-- Work to be completed --
Nothing may be changed. Give the entries below again exactly.

-- Supplied material --
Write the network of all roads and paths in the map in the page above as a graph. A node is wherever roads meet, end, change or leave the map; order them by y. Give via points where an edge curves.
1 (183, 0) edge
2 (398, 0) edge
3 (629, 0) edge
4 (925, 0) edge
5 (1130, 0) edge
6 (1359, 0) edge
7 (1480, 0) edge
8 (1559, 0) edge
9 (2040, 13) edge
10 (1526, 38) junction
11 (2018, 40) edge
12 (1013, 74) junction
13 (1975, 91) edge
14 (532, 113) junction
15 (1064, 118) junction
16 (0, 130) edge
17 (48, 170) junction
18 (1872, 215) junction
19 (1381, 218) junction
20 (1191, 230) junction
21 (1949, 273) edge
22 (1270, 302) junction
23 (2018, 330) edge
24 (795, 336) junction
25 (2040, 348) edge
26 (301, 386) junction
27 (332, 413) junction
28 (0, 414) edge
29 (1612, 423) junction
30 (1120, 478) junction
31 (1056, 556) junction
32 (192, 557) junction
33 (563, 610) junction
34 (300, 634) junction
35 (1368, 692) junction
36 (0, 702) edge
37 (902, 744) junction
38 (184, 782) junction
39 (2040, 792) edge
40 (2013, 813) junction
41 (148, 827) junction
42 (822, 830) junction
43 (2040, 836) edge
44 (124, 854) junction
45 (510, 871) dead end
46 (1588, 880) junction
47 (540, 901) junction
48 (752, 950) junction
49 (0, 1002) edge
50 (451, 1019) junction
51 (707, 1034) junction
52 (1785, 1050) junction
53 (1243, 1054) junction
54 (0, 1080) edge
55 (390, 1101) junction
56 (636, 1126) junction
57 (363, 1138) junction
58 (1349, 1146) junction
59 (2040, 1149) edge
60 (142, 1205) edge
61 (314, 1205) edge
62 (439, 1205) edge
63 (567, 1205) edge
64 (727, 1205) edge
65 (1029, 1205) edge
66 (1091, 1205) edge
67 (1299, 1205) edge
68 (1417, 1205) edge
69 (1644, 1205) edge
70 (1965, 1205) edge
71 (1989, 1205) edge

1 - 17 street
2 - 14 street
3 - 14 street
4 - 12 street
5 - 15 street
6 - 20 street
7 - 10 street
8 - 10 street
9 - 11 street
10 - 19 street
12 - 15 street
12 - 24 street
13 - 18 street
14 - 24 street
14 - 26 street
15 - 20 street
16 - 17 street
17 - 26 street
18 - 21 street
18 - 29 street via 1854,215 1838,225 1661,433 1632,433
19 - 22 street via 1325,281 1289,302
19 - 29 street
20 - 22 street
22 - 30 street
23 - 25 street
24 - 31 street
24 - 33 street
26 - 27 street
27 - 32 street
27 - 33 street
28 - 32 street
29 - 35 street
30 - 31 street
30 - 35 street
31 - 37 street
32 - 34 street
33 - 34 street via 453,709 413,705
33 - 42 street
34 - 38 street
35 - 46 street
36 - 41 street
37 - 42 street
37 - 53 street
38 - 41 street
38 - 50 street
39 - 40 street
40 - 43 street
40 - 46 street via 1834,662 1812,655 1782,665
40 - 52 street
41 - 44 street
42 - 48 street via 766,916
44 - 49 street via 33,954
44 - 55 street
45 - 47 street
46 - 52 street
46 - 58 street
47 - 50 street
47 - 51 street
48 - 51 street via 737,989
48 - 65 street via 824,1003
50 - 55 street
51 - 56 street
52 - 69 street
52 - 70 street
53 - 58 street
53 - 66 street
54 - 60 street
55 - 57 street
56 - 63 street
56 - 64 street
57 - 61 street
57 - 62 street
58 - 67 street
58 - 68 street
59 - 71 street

-- Response to this exercise --
Write the network of all roads and paths in the map in the page above as a graph. A node is wherever roads meet, end, change or leave the map; order them by y. Give via points where an edge curves.
1 (183, 0) edge
2 (398, 0) edge
3 (629, 0) edge
4 (925, 0) edge
5 (1130, 0) edge
6 (1359, 0) edge
7 (1480, 0) edge
8 (1559, 0) edge
9 (2040, 13) edge
10 (1526, 38) junction
11 (2018, 40) edge
12 (1013, 74) junction
13 (1975, 91) edge
14 (532, 113) junction
15 (1064, 118) junction
16 (0, 130) edge
17 (48, 170) junction
18 (1872, 215) junction
19 (1381, 218) junction
20 (1191, 230) junction
21 (1949, 273) edge
22 (1270, 302) junction
23 (2018, 330) edge
24 (795, 336) junction
25 (2040, 348) edge
26 (301, 386) junction
27 (332, 413) junction
28 (0, 414) edge
29 (1612, 423) junction
30 (1120, 478) junction
31 (1056, 556) junction
32 (192, 557) junction
33 (563, 610) junction
34 (300, 634) junction
35 (1368, 692) junction
36 (0, 702) edge
37 (902, 744) junction
38 (184, 782) junction
39 (2040, 792) edge
40 (2013, 813) junction
41 (148, 827) junction
42 (822, 830) junction
43 (2040, 836) edge
44 (124, 854) junction
45 (510, 871) dead end
46 (1588, 880) junction
47 (540, 901) junction
48 (752, 950) junction
49 (0, 1002) edge
50 (451, 1019) junction
51 (707, 1034) junction
52 (1785, 1050) junction
53 (1243, 1054) junction
54 (0, 1080) edge
55 (390, 1101) junction
56 (636, 1126) junction
57 (363, 1138) junction
58 (1349, 1146) junction
59 (2040, 1149) edge
60 (142, 1205) edge
61 (314, 1205) edge
62 (439, 1205) edge
63 (567, 1205) edge
64 (727, 1205) edge
65 (1029, 1205) edge
66 (1091, 1205) edge
67 (1299, 1205) edge
68 (1417, 1205) edge
69 (1644, 1205) edge
70 (1965, 1205) edge
71 (1989, 1205) edge

1 - 17 street
2 - 14 street
3 - 14 street
4 - 12 street
5 - 15 street
6 - 20 street
7 - 10 street
8 - 10 street
9 - 11 street
10 - 19 street
12 - 15 street
12 - 24 street
13 - 18 street
14 - 24 street
14 - 26 street
15 - 20 street
16 - 17 street
17 - 26 street
18 - 21 street
18 - 29 street via 1854,215 1838,225 1661,433 1632,433
19 - 22 street via 1325,281 1289,302
19 - 29 street
20 - 22 street
22 - 30 street
23 - 25 street
24 - 31 street
24 - 33 street
26 - 27 street
27 - 32 street
27 - 33 street
28 - 32 street
29 - 35 street
30 - 31 street
30 - 35 street
31 - 37 street
32 - 34 street
33 - 34 street via 453,709 413,705
33 - 42 street
34 - 38 street
35 - 46 street
36 - 41 street
37 - 42 street
37 - 53 street
38 - 41 street
38 - 50 street
39 - 40 street
40 - 43 street
40 - 46 street via 1834,662 1812,655 1782,665
40 - 52 street
41 - 44 street
42 - 48 street via 766,916
44 - 49 street via 33,954
44 - 55 street
45 - 47 street
46 - 52 street
46 - 58 street
47 - 50 street
47 - 51 street
48 - 51 street via 737,989
48 - 65 street via 824,1003
50 - 55 street
51 - 56 street
52 - 69 street
52 - 70 street
53 - 58 street
53 - 66 street
54 - 60 street
55 - 57 street
56 - 63 street
56 - 64 street
57 - 61 street
57 - 62 street
58 - 67 street
58 - 68 street
59 - 71 street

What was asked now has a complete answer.